To find the overlapping parts of two lists of time periods, the best way is to go through both lists in order, checking for overlaps as you go. We only need to look at each time period once, making it efficient.

Here's how the algorithm would work step-by-step:

Start with the first time period in each list.
See if those two time periods overlap at all. If they do, record the time that they share.
Figure out which time period ends sooner. The one that ends sooner is 'used up', so move to the next time period in that list.
Repeat the overlap check with the next relevant pair of time periods.
Keep going until you've checked all time periods in both lists. You will have a list of all the overlaps.

Code Implementation

def interval_intersection(first_list, second_list):
    intersection_list = []
    first_list_index = 0
    second_list_index = 0

    while first_list_index < len(first_list) and second_list_index < len(second_list):
        first_interval_start, first_interval_end = first_list[first_list_index]
        second_interval_start, second_interval_end = second_list[second_list_index]

        # Check if the intervals overlap.
        if first_interval_end >= second_interval_start and second_interval_end >= first_interval_start:
            # Determine the start and end of the intersection.
            intersection_start = max(first_interval_start, second_interval_start)
            intersection_end = min(first_interval_end, second_interval_end)
            intersection_list.append([intersection_start, intersection_end])

        # Advance the pointer of the interval that ends sooner.
        if first_interval_end < second_interval_end:
            first_list_index += 1

            # The current interval from the first list is fully processed. 

        else:
            second_list_index += 1

            # The current interval from the second list is fully processed.

    return intersection_list

Try it yourself on LeetCode

Big(O) Analysis

Time Complexity

O(m + n) – The algorithm iterates through two lists of intervals, 'firstList' of size 'm' and 'secondList' of size 'n', using two pointers.
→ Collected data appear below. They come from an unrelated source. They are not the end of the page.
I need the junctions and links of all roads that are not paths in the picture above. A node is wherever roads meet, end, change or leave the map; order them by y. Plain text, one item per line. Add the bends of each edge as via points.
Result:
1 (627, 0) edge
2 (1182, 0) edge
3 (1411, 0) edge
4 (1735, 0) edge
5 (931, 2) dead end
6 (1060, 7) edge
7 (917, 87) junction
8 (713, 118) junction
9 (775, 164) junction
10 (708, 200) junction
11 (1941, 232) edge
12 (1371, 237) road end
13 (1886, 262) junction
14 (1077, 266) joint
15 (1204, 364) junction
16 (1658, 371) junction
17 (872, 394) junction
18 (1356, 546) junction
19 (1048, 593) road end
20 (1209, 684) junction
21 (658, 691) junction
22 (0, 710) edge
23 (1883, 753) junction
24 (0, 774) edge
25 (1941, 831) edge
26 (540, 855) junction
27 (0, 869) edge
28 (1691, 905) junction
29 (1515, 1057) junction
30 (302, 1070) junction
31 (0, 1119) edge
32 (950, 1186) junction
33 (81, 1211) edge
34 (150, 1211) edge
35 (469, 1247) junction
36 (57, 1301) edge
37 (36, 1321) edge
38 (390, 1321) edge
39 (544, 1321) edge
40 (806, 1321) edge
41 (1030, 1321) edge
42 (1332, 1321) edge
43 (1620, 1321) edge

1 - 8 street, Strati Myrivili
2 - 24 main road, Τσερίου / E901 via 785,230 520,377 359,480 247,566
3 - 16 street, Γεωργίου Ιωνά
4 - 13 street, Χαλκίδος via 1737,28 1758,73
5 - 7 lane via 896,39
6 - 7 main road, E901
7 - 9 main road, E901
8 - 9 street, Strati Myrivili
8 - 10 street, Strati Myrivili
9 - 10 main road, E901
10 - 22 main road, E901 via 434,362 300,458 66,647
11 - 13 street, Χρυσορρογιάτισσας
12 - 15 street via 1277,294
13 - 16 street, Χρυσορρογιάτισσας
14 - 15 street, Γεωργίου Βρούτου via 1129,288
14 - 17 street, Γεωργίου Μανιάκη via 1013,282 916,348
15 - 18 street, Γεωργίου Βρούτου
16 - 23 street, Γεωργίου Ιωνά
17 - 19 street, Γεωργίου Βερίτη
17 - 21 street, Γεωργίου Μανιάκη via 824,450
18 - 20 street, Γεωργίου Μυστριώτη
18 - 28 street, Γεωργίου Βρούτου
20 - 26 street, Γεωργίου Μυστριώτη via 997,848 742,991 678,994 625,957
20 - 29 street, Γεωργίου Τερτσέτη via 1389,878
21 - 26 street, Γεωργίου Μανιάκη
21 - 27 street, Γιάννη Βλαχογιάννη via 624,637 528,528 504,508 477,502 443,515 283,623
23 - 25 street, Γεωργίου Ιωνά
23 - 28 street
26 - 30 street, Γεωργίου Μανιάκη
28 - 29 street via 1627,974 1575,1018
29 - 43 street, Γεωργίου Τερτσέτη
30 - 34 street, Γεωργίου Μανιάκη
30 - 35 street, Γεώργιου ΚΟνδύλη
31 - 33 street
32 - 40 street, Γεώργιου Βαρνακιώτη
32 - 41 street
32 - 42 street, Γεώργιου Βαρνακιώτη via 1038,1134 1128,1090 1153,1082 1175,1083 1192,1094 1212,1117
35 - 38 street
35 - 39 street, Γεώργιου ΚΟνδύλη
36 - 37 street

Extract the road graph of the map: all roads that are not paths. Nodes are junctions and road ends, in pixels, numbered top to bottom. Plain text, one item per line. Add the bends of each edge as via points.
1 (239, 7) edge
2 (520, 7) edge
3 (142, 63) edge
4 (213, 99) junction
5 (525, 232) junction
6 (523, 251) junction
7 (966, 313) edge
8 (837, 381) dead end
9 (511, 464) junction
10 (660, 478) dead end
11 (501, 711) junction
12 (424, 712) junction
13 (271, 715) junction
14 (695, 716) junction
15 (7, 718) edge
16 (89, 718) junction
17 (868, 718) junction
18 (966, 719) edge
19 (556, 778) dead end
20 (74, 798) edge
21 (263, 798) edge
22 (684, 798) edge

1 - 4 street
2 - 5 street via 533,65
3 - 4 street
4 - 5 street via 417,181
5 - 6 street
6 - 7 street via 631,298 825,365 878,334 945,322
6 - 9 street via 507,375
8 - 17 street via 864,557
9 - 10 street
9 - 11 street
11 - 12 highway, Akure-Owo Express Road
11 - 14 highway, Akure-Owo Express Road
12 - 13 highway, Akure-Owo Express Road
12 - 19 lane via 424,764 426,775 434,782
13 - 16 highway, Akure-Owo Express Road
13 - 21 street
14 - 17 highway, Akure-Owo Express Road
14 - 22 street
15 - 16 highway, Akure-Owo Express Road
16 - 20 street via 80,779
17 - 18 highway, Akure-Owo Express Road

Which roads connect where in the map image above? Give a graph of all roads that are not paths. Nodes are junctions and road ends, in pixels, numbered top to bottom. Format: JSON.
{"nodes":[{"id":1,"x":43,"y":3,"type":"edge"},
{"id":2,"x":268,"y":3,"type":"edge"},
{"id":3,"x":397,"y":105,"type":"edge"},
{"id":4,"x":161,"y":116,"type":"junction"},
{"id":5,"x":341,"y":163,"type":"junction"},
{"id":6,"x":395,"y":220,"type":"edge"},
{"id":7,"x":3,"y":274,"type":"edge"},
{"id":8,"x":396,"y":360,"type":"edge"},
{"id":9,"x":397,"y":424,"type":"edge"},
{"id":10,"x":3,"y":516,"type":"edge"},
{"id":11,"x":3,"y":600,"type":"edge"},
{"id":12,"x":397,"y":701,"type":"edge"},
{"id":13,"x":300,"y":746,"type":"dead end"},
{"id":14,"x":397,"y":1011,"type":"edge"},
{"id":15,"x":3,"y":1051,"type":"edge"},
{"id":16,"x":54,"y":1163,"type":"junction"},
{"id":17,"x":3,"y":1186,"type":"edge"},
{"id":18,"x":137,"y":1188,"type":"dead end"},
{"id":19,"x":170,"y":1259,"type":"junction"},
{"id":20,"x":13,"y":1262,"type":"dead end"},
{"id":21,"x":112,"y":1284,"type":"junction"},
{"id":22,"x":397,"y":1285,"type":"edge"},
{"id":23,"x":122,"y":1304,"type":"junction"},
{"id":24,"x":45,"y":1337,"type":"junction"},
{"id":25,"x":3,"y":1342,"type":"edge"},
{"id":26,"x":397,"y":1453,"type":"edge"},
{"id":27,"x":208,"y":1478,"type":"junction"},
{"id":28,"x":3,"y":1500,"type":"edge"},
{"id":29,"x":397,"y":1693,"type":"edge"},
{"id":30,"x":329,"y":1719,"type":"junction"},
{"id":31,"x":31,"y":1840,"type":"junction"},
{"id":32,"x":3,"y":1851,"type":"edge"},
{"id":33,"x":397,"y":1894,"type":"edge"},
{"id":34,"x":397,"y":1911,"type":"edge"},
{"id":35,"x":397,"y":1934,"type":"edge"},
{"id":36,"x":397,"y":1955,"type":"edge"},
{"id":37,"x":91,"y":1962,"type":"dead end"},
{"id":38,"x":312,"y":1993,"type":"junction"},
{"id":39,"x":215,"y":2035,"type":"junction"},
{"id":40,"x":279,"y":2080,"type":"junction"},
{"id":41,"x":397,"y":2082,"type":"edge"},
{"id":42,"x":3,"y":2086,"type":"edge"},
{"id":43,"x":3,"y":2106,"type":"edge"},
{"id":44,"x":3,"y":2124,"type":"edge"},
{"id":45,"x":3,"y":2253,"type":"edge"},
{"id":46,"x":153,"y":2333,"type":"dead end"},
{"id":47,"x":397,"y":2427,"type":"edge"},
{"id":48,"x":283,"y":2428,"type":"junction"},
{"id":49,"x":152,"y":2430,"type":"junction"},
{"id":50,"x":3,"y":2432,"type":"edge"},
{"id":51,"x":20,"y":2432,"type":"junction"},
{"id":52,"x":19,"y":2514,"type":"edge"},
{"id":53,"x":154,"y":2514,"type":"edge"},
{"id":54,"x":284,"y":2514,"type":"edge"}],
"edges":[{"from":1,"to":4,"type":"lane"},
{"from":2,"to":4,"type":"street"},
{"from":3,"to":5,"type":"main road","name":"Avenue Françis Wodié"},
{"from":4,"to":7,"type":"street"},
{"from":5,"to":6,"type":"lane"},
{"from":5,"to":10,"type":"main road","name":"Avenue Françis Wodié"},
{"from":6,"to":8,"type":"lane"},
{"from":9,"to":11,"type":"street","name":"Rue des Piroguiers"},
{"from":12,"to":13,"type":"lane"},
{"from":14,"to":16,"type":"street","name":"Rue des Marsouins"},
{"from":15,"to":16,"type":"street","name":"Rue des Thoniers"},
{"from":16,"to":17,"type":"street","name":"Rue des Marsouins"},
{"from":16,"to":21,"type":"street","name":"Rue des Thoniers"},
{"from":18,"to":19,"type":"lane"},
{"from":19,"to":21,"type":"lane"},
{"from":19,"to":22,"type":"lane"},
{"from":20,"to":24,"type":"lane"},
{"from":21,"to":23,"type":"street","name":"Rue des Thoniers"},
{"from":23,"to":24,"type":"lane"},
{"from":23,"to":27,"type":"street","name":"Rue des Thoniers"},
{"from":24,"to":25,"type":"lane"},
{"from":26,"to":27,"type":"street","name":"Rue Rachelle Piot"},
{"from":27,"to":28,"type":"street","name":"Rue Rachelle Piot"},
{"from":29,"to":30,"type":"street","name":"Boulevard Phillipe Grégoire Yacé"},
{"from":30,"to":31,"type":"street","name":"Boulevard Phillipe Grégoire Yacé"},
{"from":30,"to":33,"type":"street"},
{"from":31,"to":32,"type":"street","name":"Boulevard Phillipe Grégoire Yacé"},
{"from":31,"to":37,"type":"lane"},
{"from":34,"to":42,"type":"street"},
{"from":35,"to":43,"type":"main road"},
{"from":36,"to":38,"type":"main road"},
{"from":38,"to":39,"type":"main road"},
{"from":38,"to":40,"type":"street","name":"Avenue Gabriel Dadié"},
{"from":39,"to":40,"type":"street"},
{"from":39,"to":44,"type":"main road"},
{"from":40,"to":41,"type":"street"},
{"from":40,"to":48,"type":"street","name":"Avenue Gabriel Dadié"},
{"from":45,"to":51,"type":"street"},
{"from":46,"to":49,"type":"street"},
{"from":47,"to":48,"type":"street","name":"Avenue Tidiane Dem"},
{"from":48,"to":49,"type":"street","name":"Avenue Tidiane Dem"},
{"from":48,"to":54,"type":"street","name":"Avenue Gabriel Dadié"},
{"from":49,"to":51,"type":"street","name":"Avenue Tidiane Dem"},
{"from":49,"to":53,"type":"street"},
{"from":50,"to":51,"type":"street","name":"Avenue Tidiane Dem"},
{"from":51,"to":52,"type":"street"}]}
Each pointer advances based on which interval ends sooner. In each step, a constant amount of work is performed (overlap check and pointer increment). Since each pointer advances at most to the end of its respective list, the algorithm performs at most m + n steps, making the time complexity O(m + n).

Space Complexity

O(min(N, M)) – The algorithm's space complexity is determined by the size of the list used to store the intersecting intervals. In the worst case, every interval in the shorter list might intersect with an interval in the longer list. If N is the number of intervals in the first list and M is the number of intervals in the second list, the maximum size of the result list is limited by the number of intervals in the shorter list, leading to a space complexity of O(min(N, M)). We are not using any additional data structures other than the result list.

Edge Cases

Case	How to Handle
Both input lists are empty	Return an empty list since there are no intervals to intersect.
One input list is empty, the other is not	Return an empty list since no intersection is possible with an empty list.
Intervals in firstList and secondList are disjoint (no intersection)	The algorithm should correctly identify the lack of overlap and return an empty list.
Intervals in firstList are entirely contained within intervals of secondList (or vice versa)	The algorithm correctly finds the intersecting intervals, which would be the intervals of the smaller list in this scenario.
Intervals have the same start or end point (touching)	The condition a[1] >= b[0] && b[1] >= a[0] must include equality to account for touching intervals and find the intersection, which could be a single point.
Large number of intervals in both lists	The two-pointer approach ensures the algorithm has a time complexity of O(m+n), which scales linearly with the input sizes.
Integer overflow if start/end points are very large	Use long data types or check for potential overflow before performing calculations to prevent incorrect results.
Intervals with negative start/end values	The provided comparisons should correctly handle negative values for interval start and end points.